### [Exercise goal]
Using the data below, output a verbatim copy of the lines between the one holding "middle pip: (372, 285)" and the one holding "middle mcp: (402, 272)", inclusive, without any pictures.

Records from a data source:
========

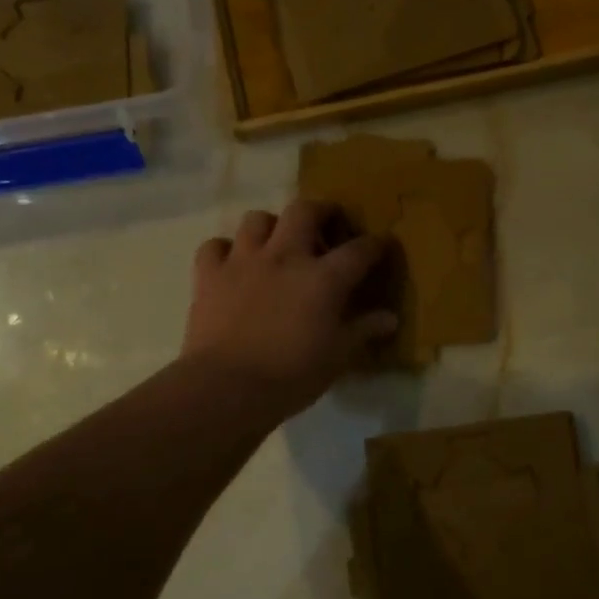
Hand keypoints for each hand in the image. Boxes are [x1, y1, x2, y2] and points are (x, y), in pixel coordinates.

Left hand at [181, 201, 398, 419]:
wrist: (227, 387)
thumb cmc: (292, 375)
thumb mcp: (337, 357)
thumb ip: (363, 331)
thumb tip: (390, 318)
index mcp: (323, 278)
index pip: (358, 250)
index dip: (374, 245)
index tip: (381, 246)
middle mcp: (284, 257)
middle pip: (304, 211)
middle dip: (320, 211)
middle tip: (325, 225)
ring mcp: (243, 261)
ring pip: (256, 219)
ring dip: (270, 226)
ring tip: (276, 243)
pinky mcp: (209, 275)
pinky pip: (214, 246)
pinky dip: (224, 250)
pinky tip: (232, 264)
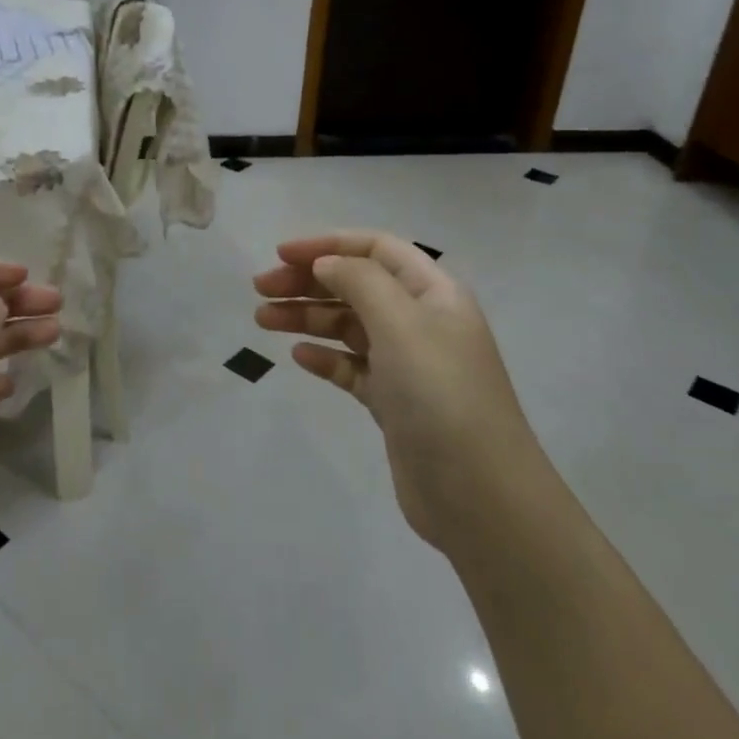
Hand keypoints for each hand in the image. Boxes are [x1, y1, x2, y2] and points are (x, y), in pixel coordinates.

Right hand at [254, 231, 542, 555]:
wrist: (479, 494)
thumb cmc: (440, 393)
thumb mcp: (401, 323)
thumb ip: (359, 281)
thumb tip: (325, 263)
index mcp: (433, 292)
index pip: (376, 248)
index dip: (328, 244)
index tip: (280, 254)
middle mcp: (421, 321)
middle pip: (357, 285)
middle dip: (308, 281)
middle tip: (260, 290)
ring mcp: (408, 364)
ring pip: (348, 326)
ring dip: (306, 317)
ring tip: (262, 320)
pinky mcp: (394, 402)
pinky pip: (351, 367)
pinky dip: (324, 357)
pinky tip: (299, 357)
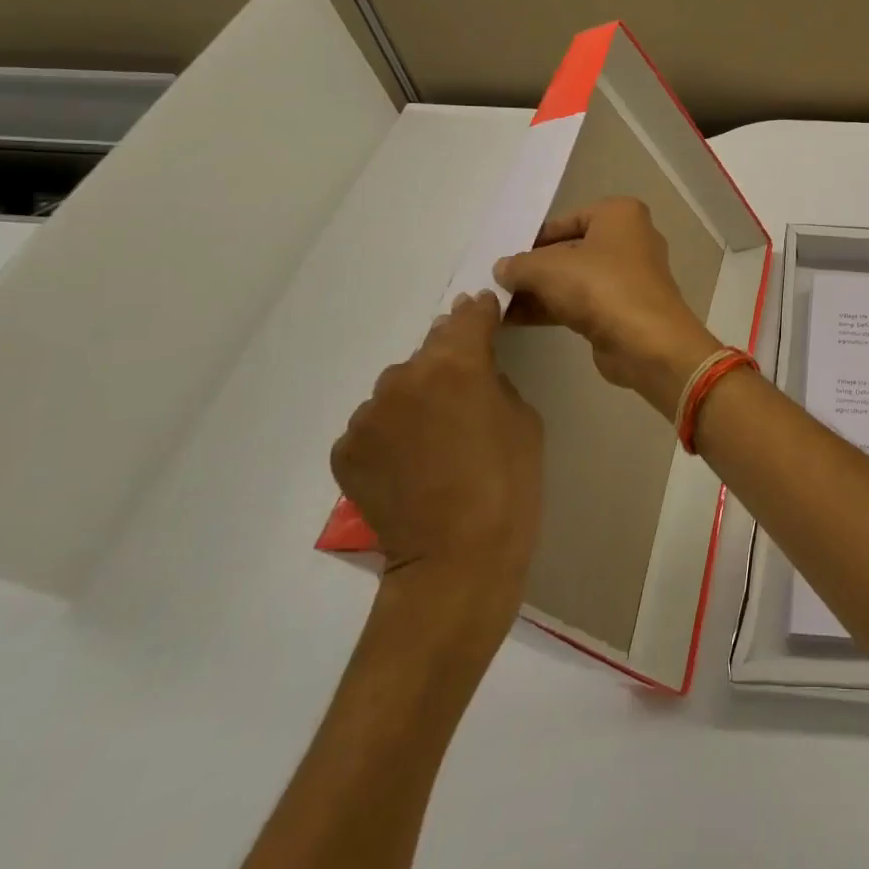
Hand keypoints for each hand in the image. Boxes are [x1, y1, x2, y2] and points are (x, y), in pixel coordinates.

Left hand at [331, 292, 543, 609]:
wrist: (457, 556)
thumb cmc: (509, 480)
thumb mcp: (522, 415)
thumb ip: (492, 377)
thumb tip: (473, 363)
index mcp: (455, 364)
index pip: (467, 317)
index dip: (479, 313)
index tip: (485, 312)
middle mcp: (403, 378)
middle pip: (428, 351)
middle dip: (447, 360)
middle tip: (465, 390)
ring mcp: (367, 415)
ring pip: (396, 389)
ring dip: (415, 397)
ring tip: (434, 435)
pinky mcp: (346, 449)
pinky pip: (374, 425)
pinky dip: (391, 432)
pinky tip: (410, 461)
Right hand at [494, 197, 720, 417]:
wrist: (646, 342)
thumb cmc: (600, 287)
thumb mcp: (547, 268)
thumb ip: (519, 265)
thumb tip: (503, 269)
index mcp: (620, 215)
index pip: (566, 220)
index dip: (533, 239)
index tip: (504, 256)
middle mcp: (630, 240)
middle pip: (570, 250)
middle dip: (534, 268)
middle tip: (495, 282)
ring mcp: (629, 277)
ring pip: (575, 279)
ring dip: (538, 291)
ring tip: (496, 303)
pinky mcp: (624, 309)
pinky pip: (581, 302)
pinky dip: (552, 308)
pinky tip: (515, 319)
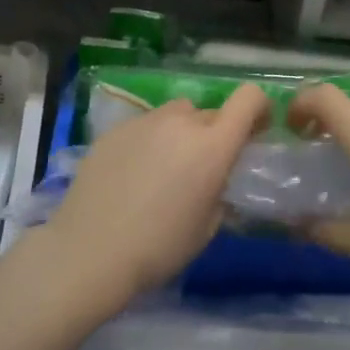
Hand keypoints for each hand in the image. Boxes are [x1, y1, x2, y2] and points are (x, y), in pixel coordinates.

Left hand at [42, 84, 268, 301]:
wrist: (90, 251)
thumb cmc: (159, 247)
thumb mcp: (207, 226)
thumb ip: (220, 189)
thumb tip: (216, 177)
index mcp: (213, 146)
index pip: (249, 99)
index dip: (259, 108)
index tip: (257, 129)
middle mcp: (182, 122)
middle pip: (211, 112)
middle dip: (216, 133)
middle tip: (203, 167)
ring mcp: (145, 121)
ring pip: (176, 114)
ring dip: (182, 132)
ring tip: (165, 167)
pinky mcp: (115, 129)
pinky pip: (145, 126)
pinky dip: (150, 141)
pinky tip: (133, 174)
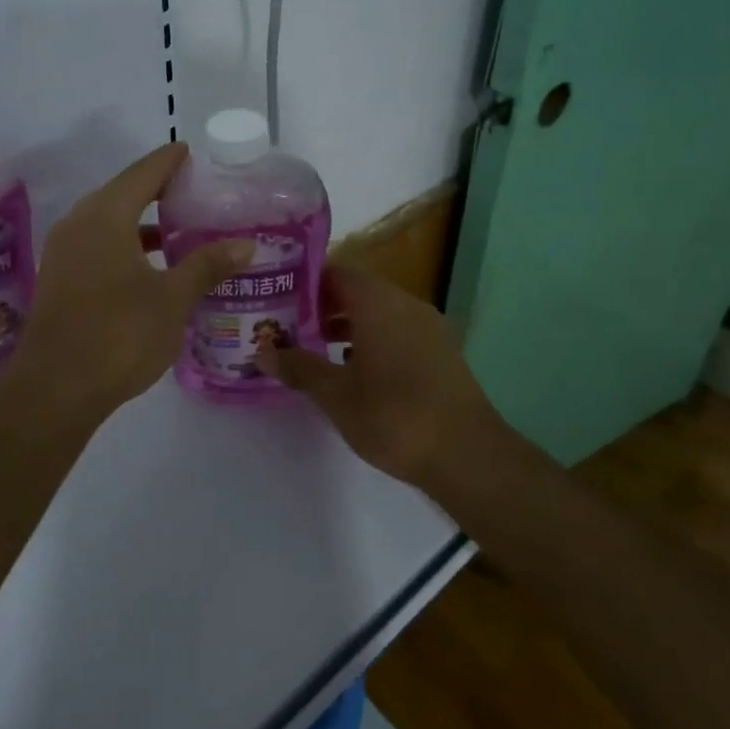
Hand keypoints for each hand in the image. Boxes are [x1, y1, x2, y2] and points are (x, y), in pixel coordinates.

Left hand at [2, 143, 253, 423]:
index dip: (169, 161)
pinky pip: (97, 245)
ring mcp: (64, 252)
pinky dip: (125, 244)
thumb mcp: (171, 299)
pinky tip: (150, 266)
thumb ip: (206, 265)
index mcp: (105, 216)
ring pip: (108, 222)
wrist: (55, 388)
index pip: (143, 174)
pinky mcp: (60, 279)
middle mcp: (78, 224)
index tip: (191, 152)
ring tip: (180, 229)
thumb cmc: (118, 335)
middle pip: (122, 193)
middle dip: (157, 190)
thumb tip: (246, 243)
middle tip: (195, 192)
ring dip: (141, 221)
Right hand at [256, 265, 498, 486]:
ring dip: (346, 327)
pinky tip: (354, 372)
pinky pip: (398, 334)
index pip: (335, 273)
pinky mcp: (442, 354)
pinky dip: (372, 342)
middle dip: (321, 307)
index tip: (276, 297)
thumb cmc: (393, 414)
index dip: (304, 282)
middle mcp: (406, 305)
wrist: (467, 455)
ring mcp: (429, 329)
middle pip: (356, 292)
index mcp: (378, 302)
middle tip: (286, 325)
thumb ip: (298, 367)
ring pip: (378, 314)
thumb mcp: (335, 393)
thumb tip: (262, 351)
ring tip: (313, 349)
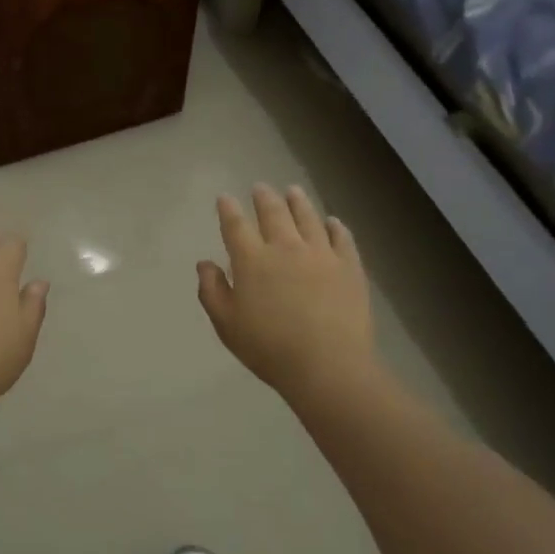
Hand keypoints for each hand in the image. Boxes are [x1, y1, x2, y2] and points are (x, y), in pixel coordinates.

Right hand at [196, 184, 376, 396]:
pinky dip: (335, 226)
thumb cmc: (270, 348)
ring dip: (298, 202)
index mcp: (252, 260)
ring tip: (293, 191)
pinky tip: (332, 222)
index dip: (228, 209)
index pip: (236, 225)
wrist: (328, 366)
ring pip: (308, 218)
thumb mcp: (227, 324)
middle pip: (274, 213)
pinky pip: (342, 238)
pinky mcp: (349, 267)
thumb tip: (205, 264)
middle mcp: (286, 247)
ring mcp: (321, 254)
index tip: (225, 198)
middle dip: (264, 197)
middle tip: (260, 187)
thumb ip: (212, 290)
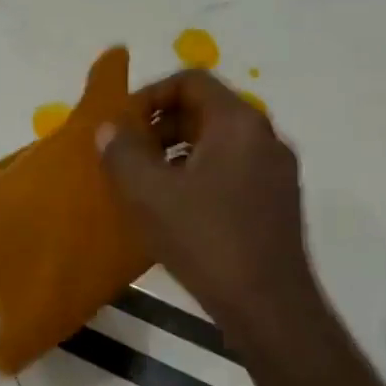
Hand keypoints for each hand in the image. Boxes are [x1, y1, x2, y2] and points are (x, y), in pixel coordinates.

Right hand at [96, 70, 320, 334]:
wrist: (267, 304)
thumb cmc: (204, 238)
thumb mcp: (148, 192)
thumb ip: (121, 151)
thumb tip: (109, 128)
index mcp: (238, 123)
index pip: (191, 81)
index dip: (149, 95)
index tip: (121, 124)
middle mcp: (264, 137)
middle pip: (204, 109)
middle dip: (159, 125)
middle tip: (126, 153)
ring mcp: (275, 170)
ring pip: (216, 141)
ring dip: (175, 151)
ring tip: (144, 182)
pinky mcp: (276, 200)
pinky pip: (230, 168)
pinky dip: (196, 173)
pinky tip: (173, 207)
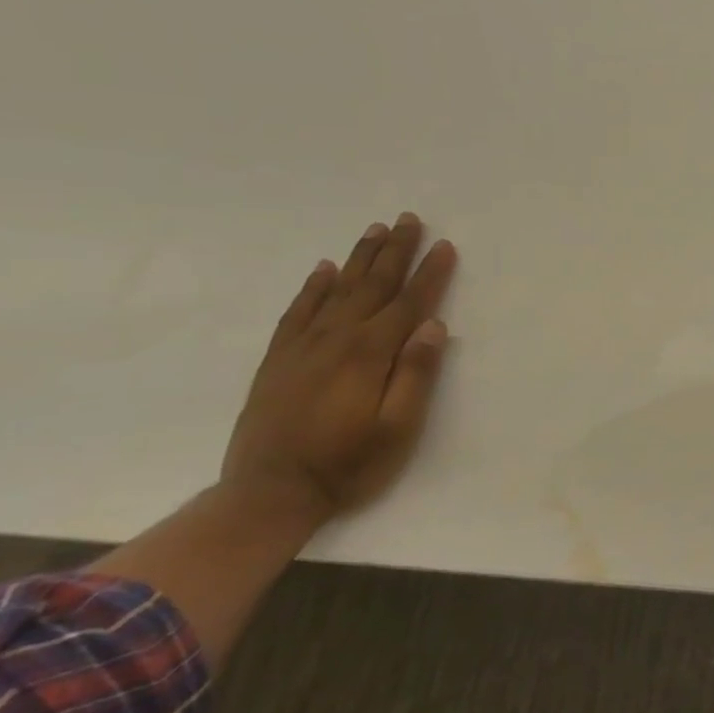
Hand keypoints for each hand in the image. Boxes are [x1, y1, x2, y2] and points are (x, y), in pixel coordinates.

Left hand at [222, 213, 457, 517]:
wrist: (268, 493)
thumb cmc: (348, 464)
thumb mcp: (397, 429)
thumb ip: (416, 375)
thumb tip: (433, 326)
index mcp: (370, 354)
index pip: (409, 303)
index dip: (430, 274)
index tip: (445, 246)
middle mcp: (337, 338)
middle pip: (372, 285)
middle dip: (395, 251)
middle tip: (409, 219)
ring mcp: (303, 346)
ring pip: (337, 289)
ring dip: (359, 258)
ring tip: (375, 229)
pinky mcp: (279, 358)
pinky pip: (298, 310)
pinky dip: (313, 286)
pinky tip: (323, 269)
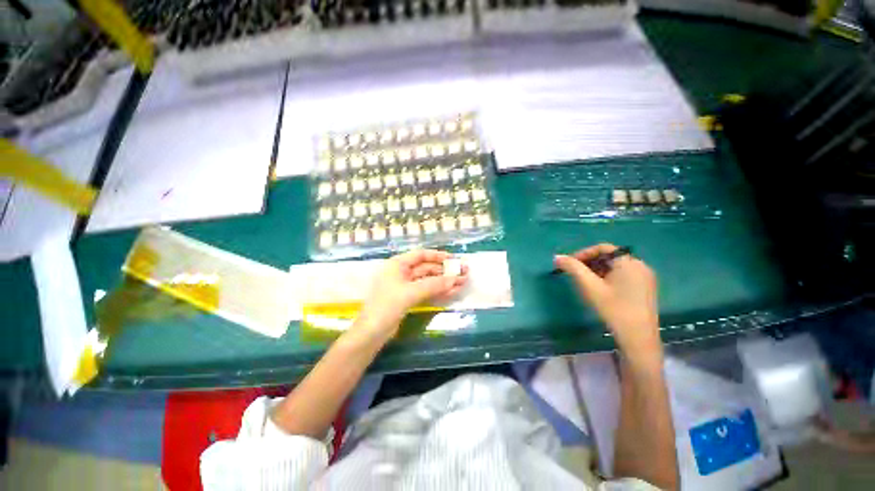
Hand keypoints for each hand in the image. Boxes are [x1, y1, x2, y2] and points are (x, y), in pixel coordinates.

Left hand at [354, 249, 467, 341]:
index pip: (421, 255)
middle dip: (445, 271)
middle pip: (427, 268)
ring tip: (462, 283)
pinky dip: (439, 291)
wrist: (371, 333)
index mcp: (398, 264)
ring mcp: (406, 286)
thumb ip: (434, 285)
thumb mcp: (410, 293)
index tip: (453, 259)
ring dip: (444, 282)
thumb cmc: (387, 306)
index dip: (438, 256)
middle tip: (463, 273)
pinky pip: (427, 291)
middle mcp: (402, 272)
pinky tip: (452, 292)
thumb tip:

========

### [Task result]
middle pip: (372, 285)
middle dip: (395, 251)
middle tip: (409, 219)
ring mcp: (303, 346)
ring pip: (337, 289)
ring dip: (359, 258)
ring tip: (375, 229)
pinky mcp: (279, 358)
pinky pip: (298, 310)
pinky dip: (313, 286)
pinky tip: (323, 269)
Hand keypoints for each hand in the image. Boxes are [x1, y1, x2, y2] and points are (x, y), in pixel coordinates.

Left hand at [354, 249, 467, 341]:
index pip: (421, 255)
middle dip: (445, 271)
middle pip: (427, 268)
ring tip: (462, 283)
pinky dip: (439, 291)
wrist: (371, 333)
index mcp: (398, 264)
ring mcp: (406, 286)
thumb ip: (434, 285)
thumb mcp: (410, 293)
index tip: (453, 259)
ring dip: (444, 282)
thumb cmc: (387, 306)
index dip: (438, 256)
middle tip: (463, 273)
pinky pip: (427, 291)
middle mcp: (402, 272)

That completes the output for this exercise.